Il 19 luglio il Senato ha approvato il disegno di legge di conversione in legge del Dl 69/2023 (“salva infrazioni”). Il testo, in discussione alla Camera, prevede all’articolo 1-bis per gli accordi di ristrutturazione, al fine di assicurare «adeguata tutela ai creditori pubblici non aderenti», l’applicazione dell’omologazione forzosa ai soli accordi di carattere non liquidatorio. Cosa più importante, la norma richiede che il credito degli altri creditori aderenti sia pari ad almeno un quarto dell’importo dei crediti e che il soddisfacimento dei creditori pubblici, compresi accessori e sanzioni, non sia inferiore al 30% (comma 2). Ove non sia rispettata la soglia di un quarto dei creditori aderenti (diversi da agenzie fiscali e gestori di previdenza obbligatoria), la proposta di soddisfacimento per i creditori istituzionali sale al 40% (comma 3).
La norma – che riguarda i soli accordi di ristrutturazione – preclude che il tribunale possa forzosamente sostituirsi ai creditori istituzionali – che non contraggono obbligazioni non negoziali ma ex lege – nell’approvazione dell’accordo, avuto riguardo al solo differenziale satisfattivo liquidatorio, ove l’accordo mostri un significativo squilibrio dello stock dei debiti scaduti rispetto agli altri debiti commerciali aderenti e non assicuri adeguato soddisfacimento ai creditori pubblici.

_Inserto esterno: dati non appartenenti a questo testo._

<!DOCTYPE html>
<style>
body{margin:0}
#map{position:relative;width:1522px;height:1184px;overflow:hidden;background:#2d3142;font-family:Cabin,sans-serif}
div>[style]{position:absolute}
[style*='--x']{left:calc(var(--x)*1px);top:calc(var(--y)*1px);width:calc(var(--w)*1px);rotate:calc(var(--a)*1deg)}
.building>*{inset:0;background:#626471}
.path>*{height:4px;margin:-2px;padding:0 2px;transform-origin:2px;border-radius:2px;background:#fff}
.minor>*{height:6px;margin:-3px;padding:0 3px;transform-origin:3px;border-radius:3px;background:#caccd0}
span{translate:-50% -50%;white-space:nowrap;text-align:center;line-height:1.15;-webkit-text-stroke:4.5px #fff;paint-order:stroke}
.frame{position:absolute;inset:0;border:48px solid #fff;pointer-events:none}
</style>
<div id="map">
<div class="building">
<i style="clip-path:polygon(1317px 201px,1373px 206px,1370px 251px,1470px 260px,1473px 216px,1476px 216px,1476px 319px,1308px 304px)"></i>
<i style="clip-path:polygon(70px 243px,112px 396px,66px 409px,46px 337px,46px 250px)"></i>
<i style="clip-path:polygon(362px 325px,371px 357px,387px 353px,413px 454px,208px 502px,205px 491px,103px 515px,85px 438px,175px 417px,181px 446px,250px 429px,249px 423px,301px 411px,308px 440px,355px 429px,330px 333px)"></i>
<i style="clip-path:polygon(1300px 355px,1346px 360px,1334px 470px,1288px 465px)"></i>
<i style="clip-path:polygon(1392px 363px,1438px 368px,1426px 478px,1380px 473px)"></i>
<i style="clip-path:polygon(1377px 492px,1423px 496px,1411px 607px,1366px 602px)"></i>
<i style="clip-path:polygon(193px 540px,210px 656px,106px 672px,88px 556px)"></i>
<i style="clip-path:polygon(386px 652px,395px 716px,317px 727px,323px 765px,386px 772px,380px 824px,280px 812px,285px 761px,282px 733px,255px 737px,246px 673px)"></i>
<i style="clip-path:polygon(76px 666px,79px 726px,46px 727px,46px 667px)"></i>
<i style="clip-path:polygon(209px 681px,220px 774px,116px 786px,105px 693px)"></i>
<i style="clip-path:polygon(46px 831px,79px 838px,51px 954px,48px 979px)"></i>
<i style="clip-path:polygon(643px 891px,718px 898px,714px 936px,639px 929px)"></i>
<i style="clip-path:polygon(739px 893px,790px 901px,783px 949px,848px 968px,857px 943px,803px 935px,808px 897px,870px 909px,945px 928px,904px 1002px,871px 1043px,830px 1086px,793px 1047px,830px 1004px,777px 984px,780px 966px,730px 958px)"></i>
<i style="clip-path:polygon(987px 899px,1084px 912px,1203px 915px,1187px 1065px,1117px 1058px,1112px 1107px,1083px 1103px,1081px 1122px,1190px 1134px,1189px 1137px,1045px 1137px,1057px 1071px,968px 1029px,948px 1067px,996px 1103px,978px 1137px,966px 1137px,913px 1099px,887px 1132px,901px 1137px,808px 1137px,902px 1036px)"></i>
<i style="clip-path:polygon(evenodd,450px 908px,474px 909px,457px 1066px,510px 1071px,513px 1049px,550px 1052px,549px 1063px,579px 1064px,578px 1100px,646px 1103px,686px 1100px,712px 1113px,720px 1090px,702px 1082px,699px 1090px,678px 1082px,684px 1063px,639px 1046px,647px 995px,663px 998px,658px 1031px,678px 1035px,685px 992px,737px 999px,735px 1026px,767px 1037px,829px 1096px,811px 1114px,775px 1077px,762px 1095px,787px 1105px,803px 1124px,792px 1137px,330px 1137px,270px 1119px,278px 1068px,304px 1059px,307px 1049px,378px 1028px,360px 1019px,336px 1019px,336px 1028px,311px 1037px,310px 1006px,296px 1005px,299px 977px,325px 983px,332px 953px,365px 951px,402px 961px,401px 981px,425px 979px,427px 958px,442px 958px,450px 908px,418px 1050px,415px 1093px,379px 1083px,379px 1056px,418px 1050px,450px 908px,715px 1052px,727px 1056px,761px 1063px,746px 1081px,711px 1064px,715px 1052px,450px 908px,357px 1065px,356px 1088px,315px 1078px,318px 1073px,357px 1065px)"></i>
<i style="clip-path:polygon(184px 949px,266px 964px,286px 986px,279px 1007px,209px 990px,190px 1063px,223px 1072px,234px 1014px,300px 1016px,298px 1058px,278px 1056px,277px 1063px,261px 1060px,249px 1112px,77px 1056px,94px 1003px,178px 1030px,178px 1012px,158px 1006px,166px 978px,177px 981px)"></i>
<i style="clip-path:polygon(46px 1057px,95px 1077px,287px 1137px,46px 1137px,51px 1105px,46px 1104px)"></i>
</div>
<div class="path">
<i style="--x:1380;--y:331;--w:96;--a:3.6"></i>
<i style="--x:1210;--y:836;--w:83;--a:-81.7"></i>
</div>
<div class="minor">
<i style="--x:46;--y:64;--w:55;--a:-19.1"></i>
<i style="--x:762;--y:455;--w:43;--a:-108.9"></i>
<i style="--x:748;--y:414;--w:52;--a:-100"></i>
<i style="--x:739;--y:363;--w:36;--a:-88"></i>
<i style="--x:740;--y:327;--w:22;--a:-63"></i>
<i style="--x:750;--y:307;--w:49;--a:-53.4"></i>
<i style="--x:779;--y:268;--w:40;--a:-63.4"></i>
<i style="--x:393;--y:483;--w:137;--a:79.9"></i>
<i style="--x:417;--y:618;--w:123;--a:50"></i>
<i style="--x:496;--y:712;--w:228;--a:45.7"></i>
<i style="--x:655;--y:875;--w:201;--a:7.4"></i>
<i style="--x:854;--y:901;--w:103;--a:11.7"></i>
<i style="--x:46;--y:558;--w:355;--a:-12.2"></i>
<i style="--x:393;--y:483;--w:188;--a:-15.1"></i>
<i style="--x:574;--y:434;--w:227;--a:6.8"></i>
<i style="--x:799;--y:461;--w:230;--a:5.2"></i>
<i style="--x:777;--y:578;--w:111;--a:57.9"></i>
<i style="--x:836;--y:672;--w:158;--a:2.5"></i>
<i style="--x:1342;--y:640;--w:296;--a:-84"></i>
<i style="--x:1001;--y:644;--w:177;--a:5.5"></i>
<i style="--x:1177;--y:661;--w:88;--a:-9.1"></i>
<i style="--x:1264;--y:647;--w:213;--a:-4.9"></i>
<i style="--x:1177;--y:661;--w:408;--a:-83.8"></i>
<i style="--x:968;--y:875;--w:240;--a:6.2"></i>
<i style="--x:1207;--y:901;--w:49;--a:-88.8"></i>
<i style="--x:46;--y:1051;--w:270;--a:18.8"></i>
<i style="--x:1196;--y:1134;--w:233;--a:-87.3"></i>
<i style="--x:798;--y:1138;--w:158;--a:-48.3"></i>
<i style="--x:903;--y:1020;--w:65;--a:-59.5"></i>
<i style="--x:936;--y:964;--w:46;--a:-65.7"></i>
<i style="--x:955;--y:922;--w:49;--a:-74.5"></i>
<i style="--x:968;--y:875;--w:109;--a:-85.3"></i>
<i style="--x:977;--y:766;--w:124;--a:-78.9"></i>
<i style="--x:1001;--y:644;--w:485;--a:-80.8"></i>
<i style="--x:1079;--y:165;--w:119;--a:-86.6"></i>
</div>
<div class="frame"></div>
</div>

Si scoraggiano, con questa norma, “corse al ribasso”, in cui il debito fiscale e contributivo viene a costituire la quasi totalità (o, come avvenuto in alcuni casi, la totalità) dei crediti non aderenti, confidando nella scarsa celerità riscossiva di questi creditori, che non fruiscono di adeguati sistemi di monitoraggio dei crediti deteriorati. La disposizione ha chiaro sapore antielusivo, disegnando soglie di accesso forse troppo penalizzanti e che ricordano quelle che blindavano, sotto il vigore della vecchia disciplina, la proposta del debitore dalle proposte concorrenti (si veda l’articolo 163, comma 5 della legge fallimentare), ma che già l’articolo 90 del Codice della crisi ha ragionevolmente mitigato, abbassandole al 30% e al 20% in caso di accesso alla composizione negoziata. La norma chiarisce, poi, che il termine per l’opposizione decorre, per i creditori pubblici, dall’avviso da parte del debitore dell’intervenuto deposito dell’accordo di ristrutturazione con transazione fiscale (comma 4) e specifica che il termine per aderire alla transazione fiscale da parte dei creditori istituzionali è di 90 giorni dalla proposta di transazione (comma 5), così consentendo di depositare accordi di ristrutturazione condizionati all’assenso da parte delle Agenzie, tema sinora controverso in giurisprudenza (si veda Il Sole 24 Ore del 14 marzo 2023 e tribunale di Ferrara 28 giugno 2023).